The primary distinction between an LLC and a 'normal' company such as a 'C' corporation (USA) or a PLC (United Kingdom), is that the LLC is a tax-neutral vehicle, because it is taxed as a partnership, rather than as a corporation. Thus, using an LLC eliminates tax at the corporate level. In this regard, it is somewhat like a U.S. 'S' corporation or a German GmbH, but without all the restrictions and disadvantages.
So if the LLC itself has no tax payment obligation, then who does? The obligation for any taxes that would otherwise be owed by the LLC bypasses the LLC itself and attaches directly to the members of the LLC. Members are to LLCs what shareholders are to normal companies.

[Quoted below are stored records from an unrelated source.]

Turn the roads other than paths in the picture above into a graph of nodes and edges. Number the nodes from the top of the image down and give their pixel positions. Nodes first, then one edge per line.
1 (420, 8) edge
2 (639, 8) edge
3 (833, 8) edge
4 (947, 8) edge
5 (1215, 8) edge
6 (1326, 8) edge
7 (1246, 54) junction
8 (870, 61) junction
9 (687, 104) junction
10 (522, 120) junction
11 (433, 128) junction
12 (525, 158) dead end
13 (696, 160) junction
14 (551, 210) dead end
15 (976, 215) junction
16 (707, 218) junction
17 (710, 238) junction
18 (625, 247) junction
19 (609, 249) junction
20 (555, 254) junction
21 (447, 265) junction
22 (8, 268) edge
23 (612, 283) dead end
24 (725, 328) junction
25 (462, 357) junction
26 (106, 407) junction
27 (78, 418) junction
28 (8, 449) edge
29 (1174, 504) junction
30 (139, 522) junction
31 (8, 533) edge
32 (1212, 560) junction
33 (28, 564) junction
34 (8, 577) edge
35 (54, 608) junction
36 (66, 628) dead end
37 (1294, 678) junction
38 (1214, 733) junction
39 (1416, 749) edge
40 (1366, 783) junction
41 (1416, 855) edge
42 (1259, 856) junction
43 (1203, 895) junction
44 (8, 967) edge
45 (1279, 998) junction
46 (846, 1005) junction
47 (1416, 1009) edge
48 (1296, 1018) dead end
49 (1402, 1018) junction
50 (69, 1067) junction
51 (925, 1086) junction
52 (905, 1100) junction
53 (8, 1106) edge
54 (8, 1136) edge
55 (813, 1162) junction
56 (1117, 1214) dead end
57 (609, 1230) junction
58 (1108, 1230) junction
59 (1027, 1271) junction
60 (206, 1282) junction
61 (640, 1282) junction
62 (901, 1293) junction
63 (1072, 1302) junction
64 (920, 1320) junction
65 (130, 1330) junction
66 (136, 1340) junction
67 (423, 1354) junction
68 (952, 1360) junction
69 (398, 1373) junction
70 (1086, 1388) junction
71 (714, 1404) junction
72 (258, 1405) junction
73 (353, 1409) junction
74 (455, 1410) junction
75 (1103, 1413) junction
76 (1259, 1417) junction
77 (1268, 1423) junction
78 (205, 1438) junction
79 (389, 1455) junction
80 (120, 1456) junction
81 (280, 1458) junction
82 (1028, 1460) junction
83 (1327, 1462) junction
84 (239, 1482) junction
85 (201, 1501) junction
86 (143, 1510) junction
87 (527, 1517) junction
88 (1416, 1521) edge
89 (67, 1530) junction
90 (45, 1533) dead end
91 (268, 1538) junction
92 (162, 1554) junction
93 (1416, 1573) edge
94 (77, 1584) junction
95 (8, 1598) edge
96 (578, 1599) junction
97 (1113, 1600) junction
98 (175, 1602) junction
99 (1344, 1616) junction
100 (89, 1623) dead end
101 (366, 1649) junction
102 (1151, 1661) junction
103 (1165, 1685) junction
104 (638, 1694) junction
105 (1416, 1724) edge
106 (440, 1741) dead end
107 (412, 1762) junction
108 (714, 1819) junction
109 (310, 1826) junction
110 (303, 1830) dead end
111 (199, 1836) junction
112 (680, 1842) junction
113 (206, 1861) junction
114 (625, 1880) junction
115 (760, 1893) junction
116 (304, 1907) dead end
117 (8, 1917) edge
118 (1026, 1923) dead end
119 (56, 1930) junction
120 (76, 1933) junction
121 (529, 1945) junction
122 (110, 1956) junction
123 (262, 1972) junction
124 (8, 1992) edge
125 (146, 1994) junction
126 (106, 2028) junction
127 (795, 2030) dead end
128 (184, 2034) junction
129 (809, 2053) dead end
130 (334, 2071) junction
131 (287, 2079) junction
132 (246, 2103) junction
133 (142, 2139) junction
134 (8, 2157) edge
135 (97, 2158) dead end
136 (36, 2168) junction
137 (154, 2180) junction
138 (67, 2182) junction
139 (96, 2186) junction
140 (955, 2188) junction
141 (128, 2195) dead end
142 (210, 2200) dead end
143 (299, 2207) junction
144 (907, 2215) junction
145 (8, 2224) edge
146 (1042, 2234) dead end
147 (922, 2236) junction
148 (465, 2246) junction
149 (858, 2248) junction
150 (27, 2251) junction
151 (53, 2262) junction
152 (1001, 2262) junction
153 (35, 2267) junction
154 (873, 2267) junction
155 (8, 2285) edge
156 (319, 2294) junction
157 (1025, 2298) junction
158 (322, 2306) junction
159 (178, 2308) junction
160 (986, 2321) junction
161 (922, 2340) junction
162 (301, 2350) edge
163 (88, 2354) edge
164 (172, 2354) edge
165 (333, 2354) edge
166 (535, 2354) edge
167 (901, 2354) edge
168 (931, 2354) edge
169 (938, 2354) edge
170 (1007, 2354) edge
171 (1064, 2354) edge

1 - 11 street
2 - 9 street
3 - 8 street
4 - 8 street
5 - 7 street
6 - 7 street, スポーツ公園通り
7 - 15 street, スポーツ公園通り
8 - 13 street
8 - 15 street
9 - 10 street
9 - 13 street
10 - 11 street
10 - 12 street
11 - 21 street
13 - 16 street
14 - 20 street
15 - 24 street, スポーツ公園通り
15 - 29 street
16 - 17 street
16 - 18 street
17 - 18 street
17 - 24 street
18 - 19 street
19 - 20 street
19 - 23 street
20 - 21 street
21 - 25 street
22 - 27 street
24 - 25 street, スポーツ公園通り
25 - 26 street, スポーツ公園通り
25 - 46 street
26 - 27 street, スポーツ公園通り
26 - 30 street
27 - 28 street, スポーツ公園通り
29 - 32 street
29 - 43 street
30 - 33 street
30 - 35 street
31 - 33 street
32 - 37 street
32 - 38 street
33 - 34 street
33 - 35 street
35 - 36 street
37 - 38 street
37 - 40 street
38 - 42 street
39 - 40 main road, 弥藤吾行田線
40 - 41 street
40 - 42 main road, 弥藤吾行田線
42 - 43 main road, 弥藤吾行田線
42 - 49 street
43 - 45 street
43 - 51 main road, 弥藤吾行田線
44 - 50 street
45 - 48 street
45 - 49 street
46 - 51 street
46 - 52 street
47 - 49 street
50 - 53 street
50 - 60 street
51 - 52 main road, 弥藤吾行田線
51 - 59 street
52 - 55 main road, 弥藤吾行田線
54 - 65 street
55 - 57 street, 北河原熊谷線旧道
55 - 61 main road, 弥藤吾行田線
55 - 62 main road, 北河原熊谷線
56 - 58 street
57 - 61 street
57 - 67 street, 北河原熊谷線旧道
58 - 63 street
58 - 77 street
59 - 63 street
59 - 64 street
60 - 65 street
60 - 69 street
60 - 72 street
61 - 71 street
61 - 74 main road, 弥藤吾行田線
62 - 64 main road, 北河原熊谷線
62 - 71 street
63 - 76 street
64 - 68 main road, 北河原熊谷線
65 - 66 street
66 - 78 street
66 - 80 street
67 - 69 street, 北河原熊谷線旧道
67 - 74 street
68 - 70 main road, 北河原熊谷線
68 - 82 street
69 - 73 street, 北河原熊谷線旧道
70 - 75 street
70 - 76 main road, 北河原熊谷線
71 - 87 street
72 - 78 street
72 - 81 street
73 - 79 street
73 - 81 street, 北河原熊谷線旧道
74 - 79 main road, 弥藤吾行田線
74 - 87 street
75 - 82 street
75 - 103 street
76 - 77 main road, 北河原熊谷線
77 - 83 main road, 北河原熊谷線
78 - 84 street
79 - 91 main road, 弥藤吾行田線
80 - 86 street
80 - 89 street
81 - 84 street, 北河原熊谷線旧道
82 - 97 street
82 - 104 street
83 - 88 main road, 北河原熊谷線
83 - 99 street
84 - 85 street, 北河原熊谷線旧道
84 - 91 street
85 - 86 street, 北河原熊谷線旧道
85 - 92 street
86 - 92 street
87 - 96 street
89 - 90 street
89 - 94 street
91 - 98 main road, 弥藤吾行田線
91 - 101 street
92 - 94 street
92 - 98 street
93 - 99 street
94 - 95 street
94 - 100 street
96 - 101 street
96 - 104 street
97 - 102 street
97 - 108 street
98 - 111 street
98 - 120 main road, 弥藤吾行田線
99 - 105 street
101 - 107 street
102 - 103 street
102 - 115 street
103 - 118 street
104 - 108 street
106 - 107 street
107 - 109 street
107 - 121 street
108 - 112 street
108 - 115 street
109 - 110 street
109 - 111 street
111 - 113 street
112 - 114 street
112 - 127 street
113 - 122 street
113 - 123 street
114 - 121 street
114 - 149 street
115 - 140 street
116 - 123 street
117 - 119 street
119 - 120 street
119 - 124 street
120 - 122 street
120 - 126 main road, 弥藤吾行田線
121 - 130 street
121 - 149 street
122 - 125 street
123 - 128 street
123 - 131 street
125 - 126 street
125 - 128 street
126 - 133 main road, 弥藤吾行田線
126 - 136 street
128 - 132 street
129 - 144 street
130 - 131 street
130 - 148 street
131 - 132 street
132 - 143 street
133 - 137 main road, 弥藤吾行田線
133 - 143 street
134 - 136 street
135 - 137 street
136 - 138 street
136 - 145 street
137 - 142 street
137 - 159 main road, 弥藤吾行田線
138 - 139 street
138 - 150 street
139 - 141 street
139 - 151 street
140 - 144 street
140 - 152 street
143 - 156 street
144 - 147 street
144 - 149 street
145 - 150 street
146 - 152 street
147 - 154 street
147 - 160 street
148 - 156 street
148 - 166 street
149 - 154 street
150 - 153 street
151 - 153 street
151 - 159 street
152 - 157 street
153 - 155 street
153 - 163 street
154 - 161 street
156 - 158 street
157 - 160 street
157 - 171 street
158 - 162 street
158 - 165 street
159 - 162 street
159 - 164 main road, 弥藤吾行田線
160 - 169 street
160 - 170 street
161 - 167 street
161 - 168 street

Other companies, as well as individuals and trusts, can be members of an LLC. There are no limits on the number of members or the classes of members that an LLC may have. The important thing to remember is that each member is responsible for his, her or its own pro-rata part of any overall tax obligation of the LLC and that the LLC itself has no tax obligations.
Because of the flexibility available in LLC management structuring LLCs can also be used as alternatives to a trust. The manager of the LLC is akin to the trustee of a trust and the members are akin to the beneficiaries of a trust. Offshore-Protection.com can act as a manager of an LLC on behalf of a client who desires to take advantage of our corporate management services.
Substituting an LLC for a trust can change the reporting requirements of taxpayers in onshore jurisdictions. Many providers have abandoned the trust as an offshore planning vehicle because trusts have become a target on onshore legislation and unfavourable court decisions.
Hence many are instead recommending either an LLC or a Foundation depending on what the client requirements are. The income or capital gain of an LLC is not reportable as trust income or gain or as corporate income or gain but is treated as personal income or gain.
LLCs are excellent vehicles for structuring joint venture arrangements between project participants from different countries. This is so because the venture can enjoy all of the benefits of incorporation, but each member is liable for his own taxation in his own country.
Moreover, the membership flexibility allows different joint ventures to have different levels of ownership and reward based upon the value that each constituent member brings to the project. The only drawback is that prior to forming LLCs for multi-national joint ventures, the parties must check to see that this hybrid entity is granted the requisite corporate and pass-through (partnership) status in the jurisdictions in which the joint ventures are located. Advice from a local onshore lawyer should be sought.